[Instructions for the task] Please copy each line in the records below that contains the string "Angelo".

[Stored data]
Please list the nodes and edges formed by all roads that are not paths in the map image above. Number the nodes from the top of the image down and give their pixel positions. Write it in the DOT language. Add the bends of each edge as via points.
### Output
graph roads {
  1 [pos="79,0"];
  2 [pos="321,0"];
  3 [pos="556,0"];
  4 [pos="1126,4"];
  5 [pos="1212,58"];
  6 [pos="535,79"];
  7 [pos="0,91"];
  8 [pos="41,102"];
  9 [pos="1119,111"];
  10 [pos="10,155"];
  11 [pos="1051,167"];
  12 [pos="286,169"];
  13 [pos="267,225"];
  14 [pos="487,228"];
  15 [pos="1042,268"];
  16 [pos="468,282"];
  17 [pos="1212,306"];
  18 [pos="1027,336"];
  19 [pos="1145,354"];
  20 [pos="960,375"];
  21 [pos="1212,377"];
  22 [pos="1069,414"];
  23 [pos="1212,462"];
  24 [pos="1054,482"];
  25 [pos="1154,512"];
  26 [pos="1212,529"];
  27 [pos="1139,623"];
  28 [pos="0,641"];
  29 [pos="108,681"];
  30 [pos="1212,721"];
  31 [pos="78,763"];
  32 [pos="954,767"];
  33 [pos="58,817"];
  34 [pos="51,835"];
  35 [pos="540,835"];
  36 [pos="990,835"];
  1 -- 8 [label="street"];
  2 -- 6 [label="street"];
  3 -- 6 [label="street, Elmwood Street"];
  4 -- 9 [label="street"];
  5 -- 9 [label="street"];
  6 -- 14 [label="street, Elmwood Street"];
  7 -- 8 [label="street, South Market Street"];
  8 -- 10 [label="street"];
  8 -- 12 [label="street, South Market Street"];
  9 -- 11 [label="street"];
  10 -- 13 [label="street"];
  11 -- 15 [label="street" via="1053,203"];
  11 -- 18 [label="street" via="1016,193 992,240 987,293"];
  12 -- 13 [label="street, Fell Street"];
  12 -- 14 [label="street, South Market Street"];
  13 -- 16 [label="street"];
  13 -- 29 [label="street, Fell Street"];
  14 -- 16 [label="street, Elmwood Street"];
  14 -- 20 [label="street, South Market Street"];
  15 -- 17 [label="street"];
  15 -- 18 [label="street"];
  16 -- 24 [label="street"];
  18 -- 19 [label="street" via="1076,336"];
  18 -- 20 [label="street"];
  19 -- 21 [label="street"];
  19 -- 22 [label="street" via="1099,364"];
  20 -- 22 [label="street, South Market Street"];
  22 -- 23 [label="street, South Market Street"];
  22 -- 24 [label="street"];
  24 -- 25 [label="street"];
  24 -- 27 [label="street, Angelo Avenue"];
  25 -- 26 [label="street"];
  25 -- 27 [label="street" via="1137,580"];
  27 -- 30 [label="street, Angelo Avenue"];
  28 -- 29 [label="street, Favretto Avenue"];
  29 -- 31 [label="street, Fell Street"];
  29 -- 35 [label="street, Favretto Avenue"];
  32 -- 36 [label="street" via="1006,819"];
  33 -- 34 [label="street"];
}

[Result of this task]
  24 -- 27 [label="street, Angelo Avenue"];
  27 -- 30 [label="street, Angelo Avenue"];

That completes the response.